- Opening Delimiter -
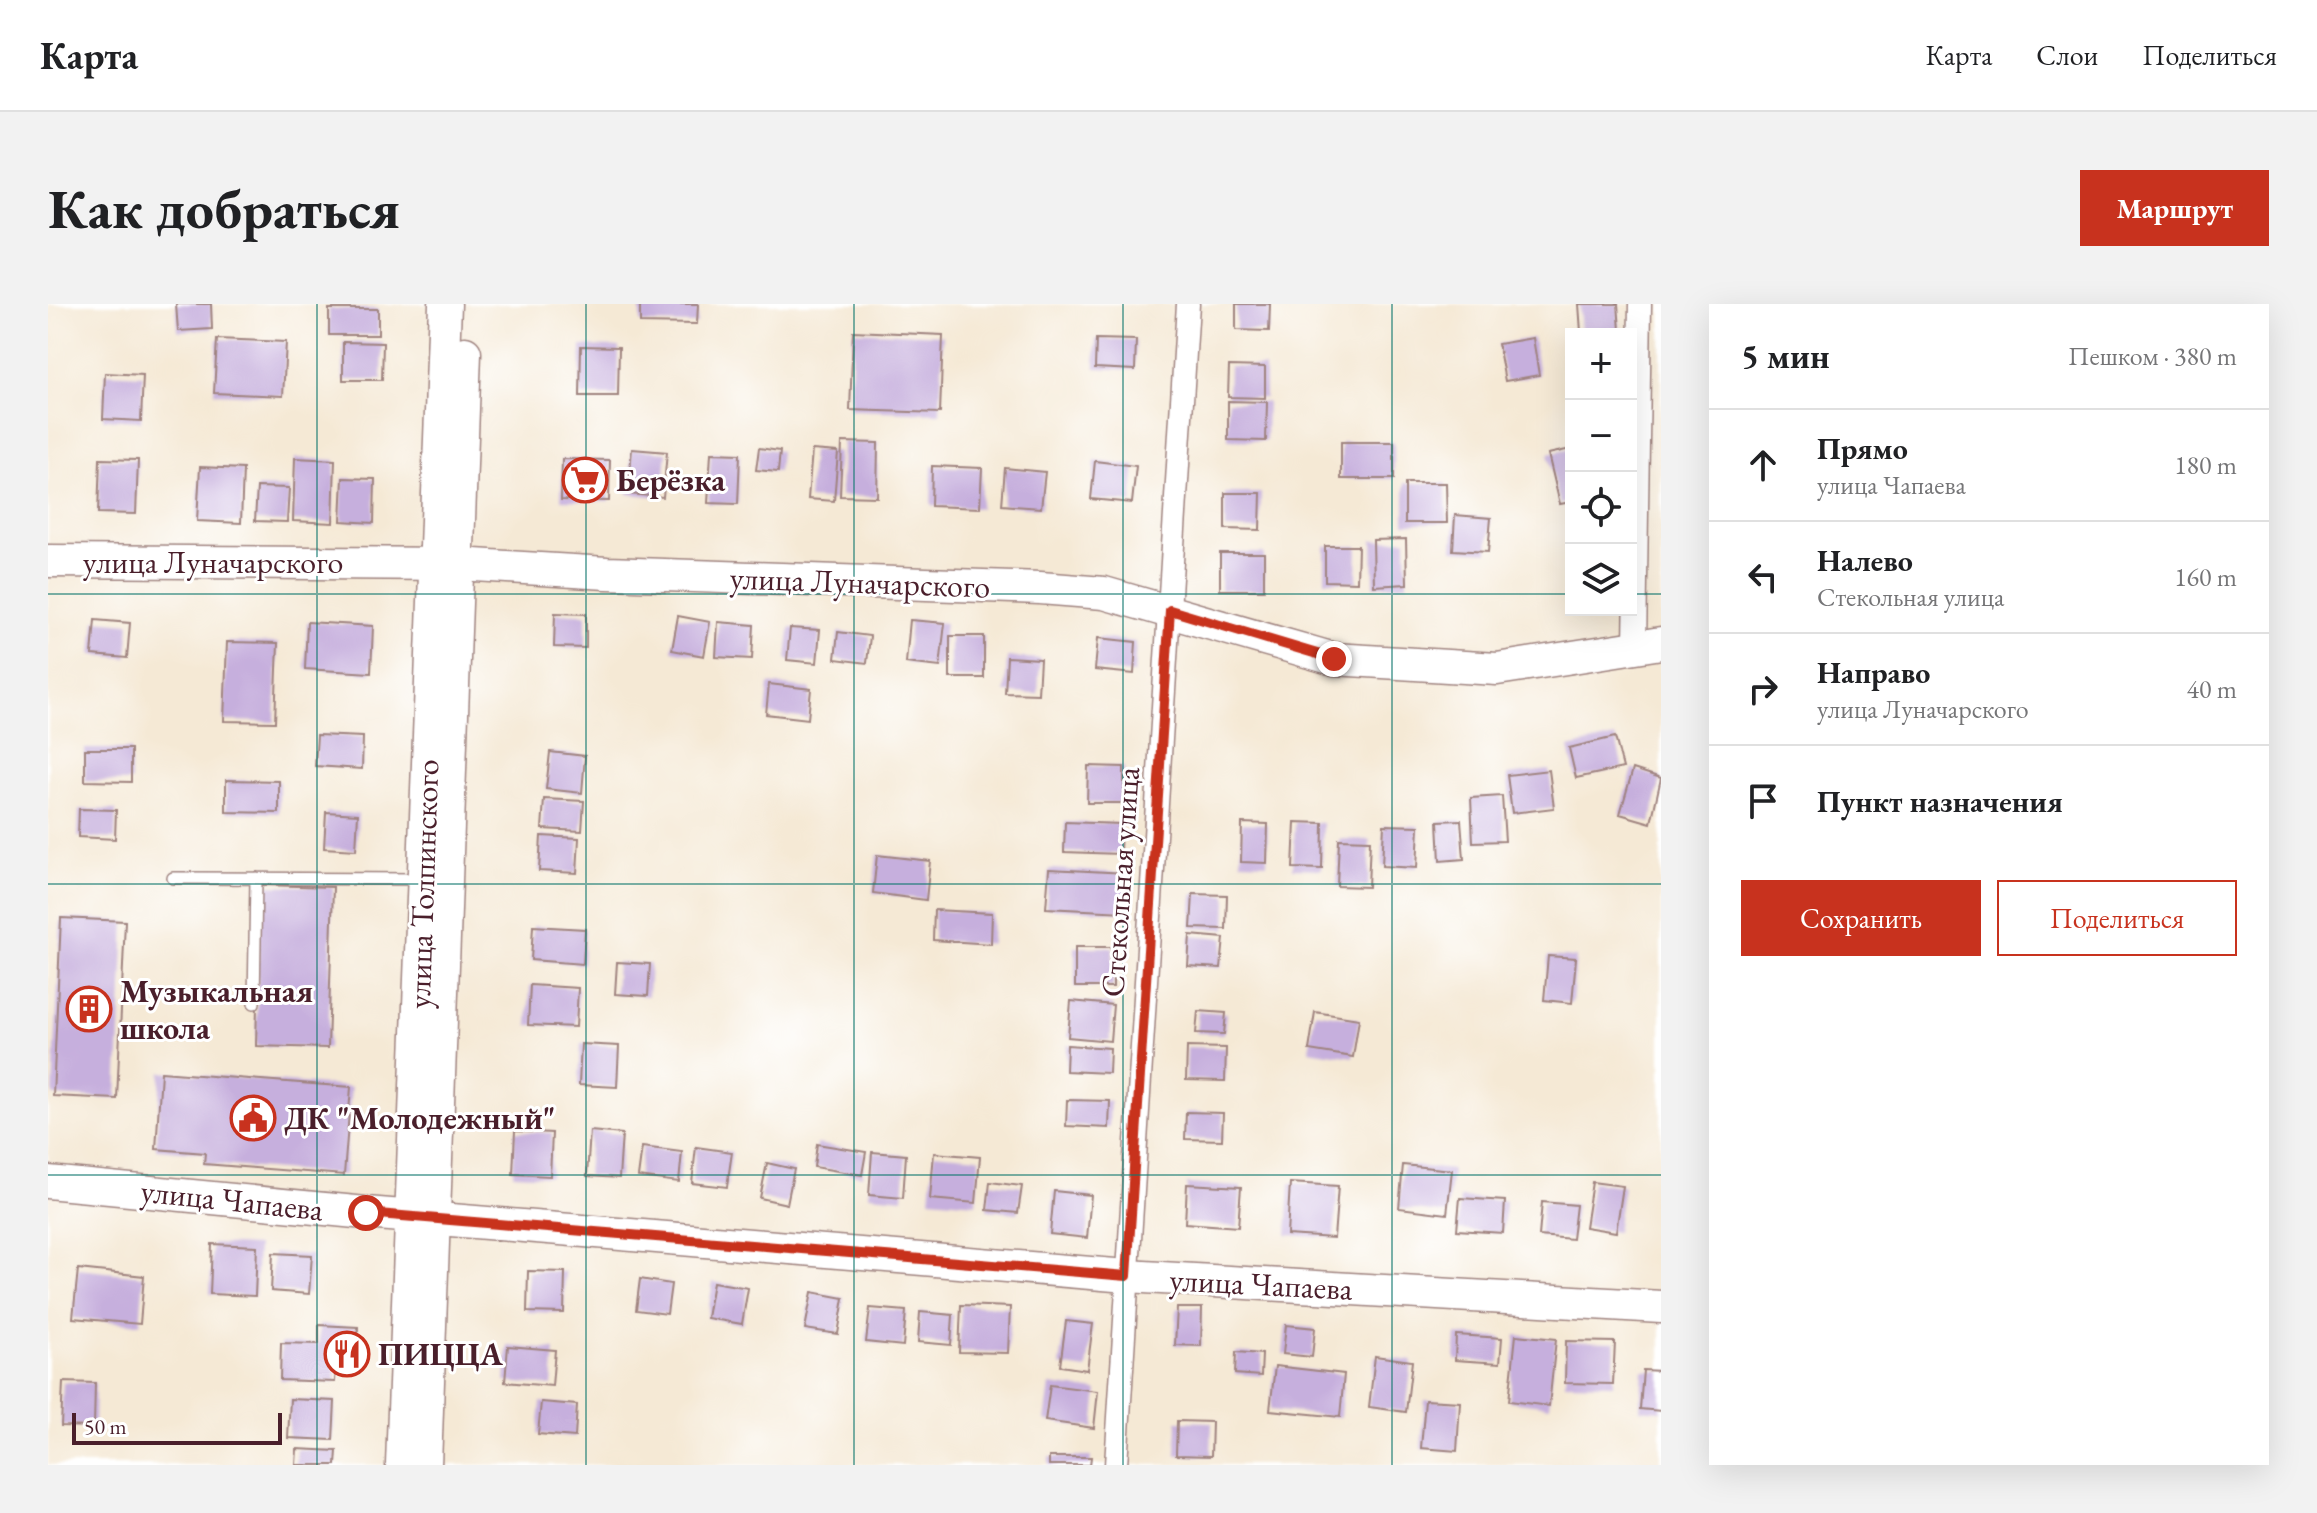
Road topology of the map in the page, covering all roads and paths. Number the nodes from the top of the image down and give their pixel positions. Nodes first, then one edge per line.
1 (445, 304) edge
2 (467, 304) edge
3 (1188, 304) edge
4 (1640, 304) edge
5 (48, 561) edge
6 (447, 564) junction
7 (1170, 610) junction
8 (1648, 645) edge
9 (173, 878) dead end
10 (256, 878) junction
11 (424, 879) junction
12 (254, 1003) dead end
13 (48, 1182) edge
14 (422, 1218) junction
15 (1127, 1276) junction
16 (1661, 1307) edge
17 (402, 1465) edge
18 (425, 1465) edge
19 (1116, 1465) edge

1 - 6 main road, улица Толпинского
2 - 6 main road, улица Толпинского
3 - 7 street, Стекольная улица
4 - 8 street
5 - 6 main road, улица Луначарского
6 - 7 main road, улица Луначарского
6 - 11 main road, улица Толпинского
6 - 14 main road, улица Толпинского
7 - 8 main road, улица Луначарского
7 - 15 street, Стекольная улица
9 - 10 lane
10 - 11 lane
10 - 12 lane
11 - 14 main road, улица Толпинского
13 - 14 main road, улица Чапаева
14 - 15 main road, улица Чапаева
14 - 17 main road, улица Толпинского
14 - 18 main road, улица Толпинского
15 - 16 main road, улица Чапаева
15 - 19 street, Стекольная улица

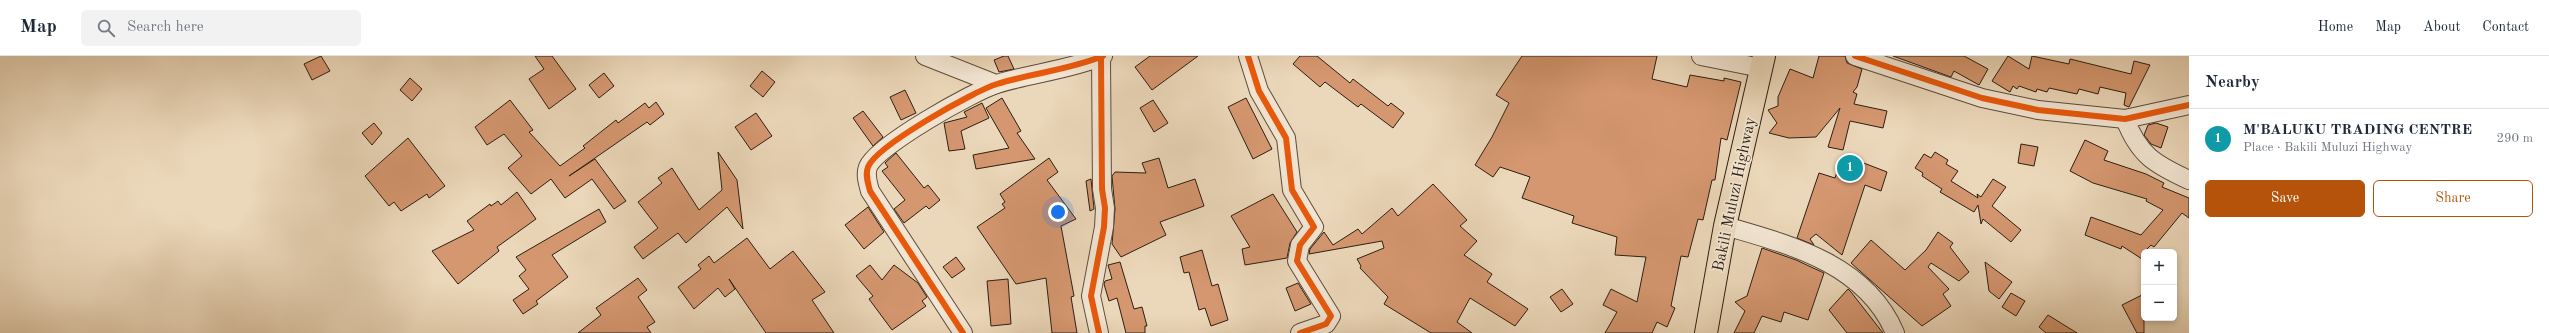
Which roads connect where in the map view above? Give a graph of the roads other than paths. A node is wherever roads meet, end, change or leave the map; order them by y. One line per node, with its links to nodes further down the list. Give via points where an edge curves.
1 (925, 56): 7 (street)
2 (1102, 56): 7 (street, via 1074,66); 13 (street, via 1102,189 1105,208 1091,296)
3 (1248, 56): 14 (street, via 1259,91 1286,138 1292,190 1314,227 1300,245 1297,261 1331,316 1326,324)
4 (1701, 56): 6 (street)
5 (1855, 56): 9 (street, via 1982,98 2012,105)
6 (1762, 62): 11 (highway, Bakili Muluzi Highway)
7 (996, 84): 12 (street, via 911,129 873,159 867,174 870,191)
8 (2189, 105): 9 (street)
9 (2125, 119): 10 (street, via 2133,141 2146,155 2167,170)
10 (2189, 180)
11 (1725, 226): 15 (highway, Bakili Muluzi Highway); 16 (street, via 1776,240 1838,266 1874,297 1888,315)
12 (963, 333)
13 (1099, 333)
14 (1300, 333)
15 (1706, 333)
16 (1895, 333)

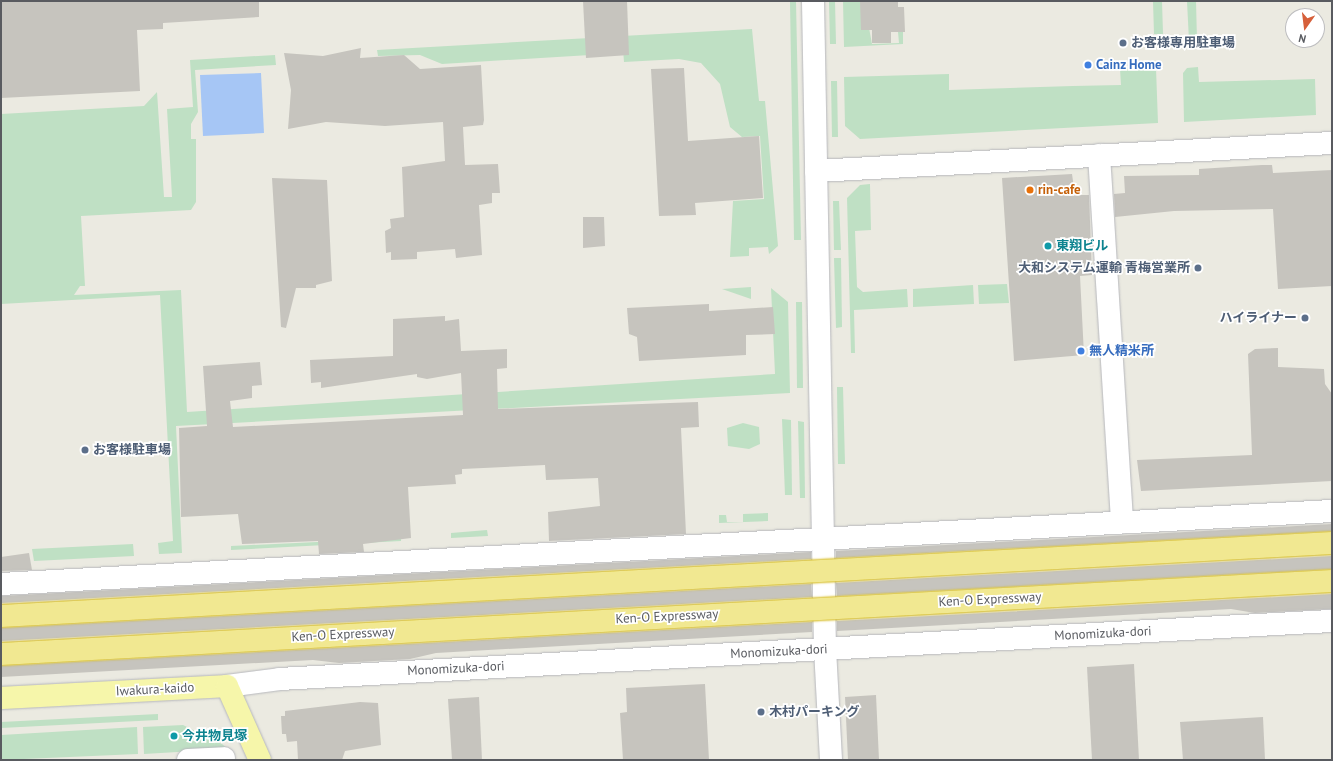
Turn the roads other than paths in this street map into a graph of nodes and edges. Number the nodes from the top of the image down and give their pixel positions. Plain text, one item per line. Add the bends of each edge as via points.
- Closing Delimiter -
-- Prompt --
Set down every line above exactly, pictures excluded.

-- Result below --
Road topology of the map in the page, covering all roads and paths. Number the nodes from the top of the image down and give their pixel positions. Nodes first, then one edge per line.
1 (445, 304) edge
2 (467, 304) edge
3 (1188, 304) edge
4 (1640, 304) edge
5 (48, 561) edge
6 (447, 564) junction
7 (1170, 610) junction
8 (1648, 645) edge
9 (173, 878) dead end
10 (256, 878) junction
11 (424, 879) junction
12 (254, 1003) dead end
13 (48, 1182) edge
14 (422, 1218) junction
15 (1127, 1276) junction
16 (1661, 1307) edge
17 (402, 1465) edge
18 (425, 1465) edge
19 (1116, 1465) edge

1 - 6 main road, улица Толпинского
2 - 6 main road, улица Толпинского
3 - 7 street, Стекольная улица
4 - 8 street
5 - 6 main road, улица Луначарского
6 - 7 main road, улица Луначарского
6 - 11 main road, улица Толпинского
6 - 14 main road, улица Толпинского
7 - 8 main road, улица Луначарского
7 - 15 street, Стекольная улица
9 - 10 lane
10 - 11 lane
10 - 12 lane
11 - 14 main road, улица Толпинского
13 - 14 main road, улица Чапаева
14 - 15 main road, улица Чапаева
14 - 17 main road, улица Толпинского
14 - 18 main road, улица Толпинского
15 - 16 main road, улица Чапаева
15 - 19 street, Стекольная улица

Which roads connect where in the map view above? Give a graph of the roads other than paths. A node is wherever roads meet, end, change or leave the map; order them by y. One line per node, with its links to nodes further down the list. Give via points where an edge curves.
1 (925, 56): 7 (street)
2 (1102, 56): 7 (street, via 1074,66); 13 (street, via 1102,189 1105,208 1091,296)
3 (1248, 56): 14 (street, via 1259,91 1286,138 1292,190 1314,227 1300,245 1297,261 1331,316 1326,324)
4 (1701, 56): 6 (street)
5 (1855, 56): 9 (street, via 1982,98 2012,105)
6 (1762, 62): 11 (highway, Bakili Muluzi Highway)
7 (996, 84): 12 (street, via 911,129 873,159 867,174 870,191)
8 (2189, 105): 9 (street)
9 (2125, 119): 10 (street, via 2133,141 2146,155 2167,170)
10 (2189, 180)
11 (1725, 226): 15 (highway, Bakili Muluzi Highway); 16 (street, via 1776,240 1838,266 1874,297 1888,315)
12 (963, 333)
13 (1099, 333)
14 (1300, 333)
15 (1706, 333)
16 (1895, 333)

Turn the roads other than paths in this street map into a graph of nodes and edges. Number the nodes from the top of the image down and give their pixel positions. Plain text, one item per line. Add the bends of each edge as via points.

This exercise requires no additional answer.